At this point, it's safe to say that the explosion on the Vermilion platform in the Gulf of Mexico yesterday won't be another BP disaster. The AP has a handy comparison of the two accidents. And, after talking to a few people about this, here's some more context.

BP's Deepwater Horizon platform, recall, was a drilling rig, boring down and developing a well that was 5,000 feet below sea level. By contrast, Mariner Energy's Vermilion platform was operating in shallower water—340 feet—and it isn't a drilling rig. It's a production platform that moves oil and gas from seven already-developed wells to pipelines. 

As such, any moratorium on drilling wouldn't have affected the Vermilion platform; the wells were already drilled. And the explosion wasn't a drilling accident—it appears to have been the sort of industrial fire that can happen at any number of oil and gas facilities (including onshore facilities). The Vermilion platform didn't have a blowout preventer because, again, it wasn't engaged in offshore drilling. Instead it had safety valves to shut off the oil and gas in the event of an accident. According to Mariner Energy, those valves were closed in time, preventing hydrocarbons from leaking out.

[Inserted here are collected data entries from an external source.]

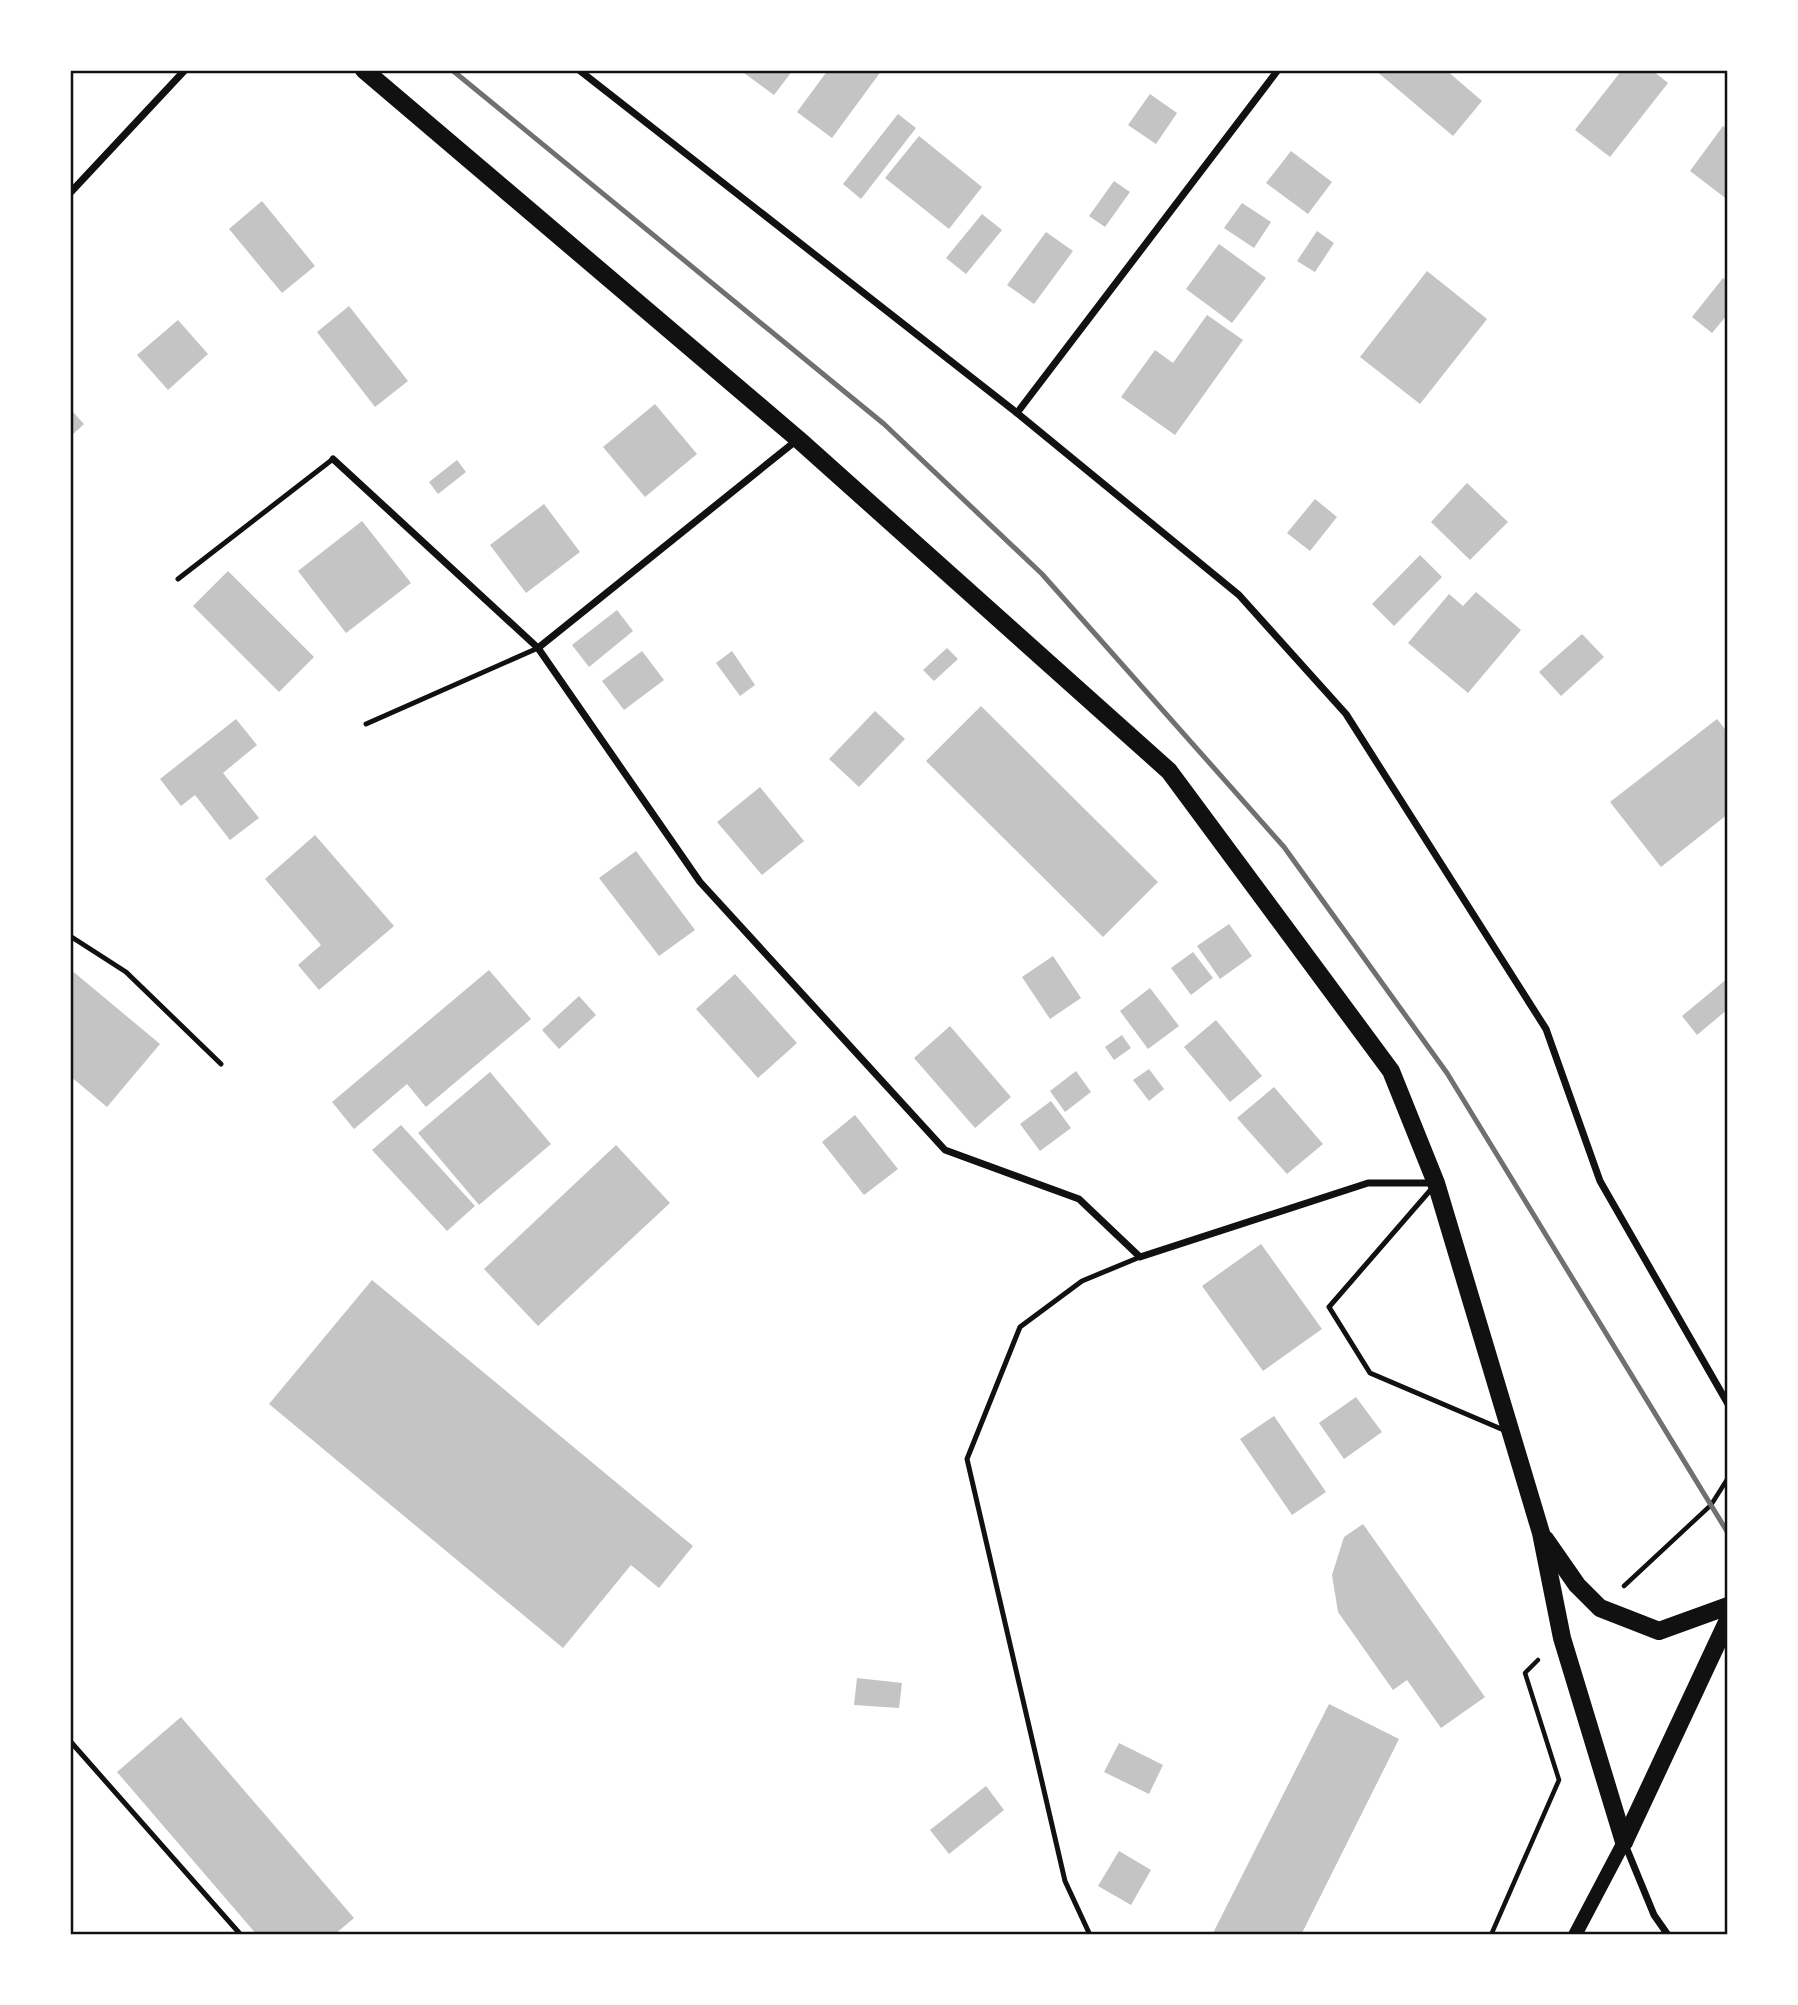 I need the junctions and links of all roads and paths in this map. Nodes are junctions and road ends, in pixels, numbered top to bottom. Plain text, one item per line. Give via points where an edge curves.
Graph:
1 (185, 70) edge
2 (364, 70) edge
3 (579, 70) edge
4 (1278, 70) edge
5 (70, 193) edge
6 (1017, 413) junction
7 (798, 439) junction
8 (333, 459) joint
9 (178, 579) dead end
10 (538, 648) junction
11 (366, 724) dead end
12 (70, 936) edge
13 (221, 1064) dead end
14 (1436, 1183) junction
15 (1140, 1257) junction
16 (1728, 1404) edge
17 (1511, 1433) junction
18 (1541, 1533) junction
19 (1728, 1605) edge
20 (1728, 1620) edge
21 (70, 1741) edge
22 (1624, 1842) junction
23 (241, 1935) edge
24 (1090, 1935) edge
25 (1575, 1935) edge
26 (1668, 1935) edge

1 - 5 street
2 - 7 main road
3 - 6 street
4 - 6 street
6 - 16 street via 1239,596 1346,714 1546,1029 1600,1181
7 - 10 street
7 - 14 main road via 1169,771 1391,1071
8 - 9 lane
8 - 10 street
10 - 11 lane
10 - 15 street via 700,882 945,1150 1079,1199
12 - 13 lane via 126,972
14 - 15 street via 1368,1183
14 - 17 main road
14 - 17 lane via 1329,1307 1370,1373
15 - 24 lane via 1082,1281 1020,1327 967,1459 1065,1881
17 - 18 main road
18 - 19 main road via 1577,1585 1600,1608 1659,1631
18 - 22 main road via 1562,1638
20 - 22 main road
21 - 23 lane
22 - 25 main road
22 - 26 street via 1654,1915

Now, granted, even if the Vermilion explosion wasn't directly related to drilling, that doesn't mean it's irrelevant to the broader debate. It's still very much true that oil and gas production carries all sorts of dangers and risks. Aside from BP-style drilling blowouts, there are pipeline spills, refinery explosions, and platform fires to worry about. These things do happen, and they count as part of the cost of our fossil-fuel dependency.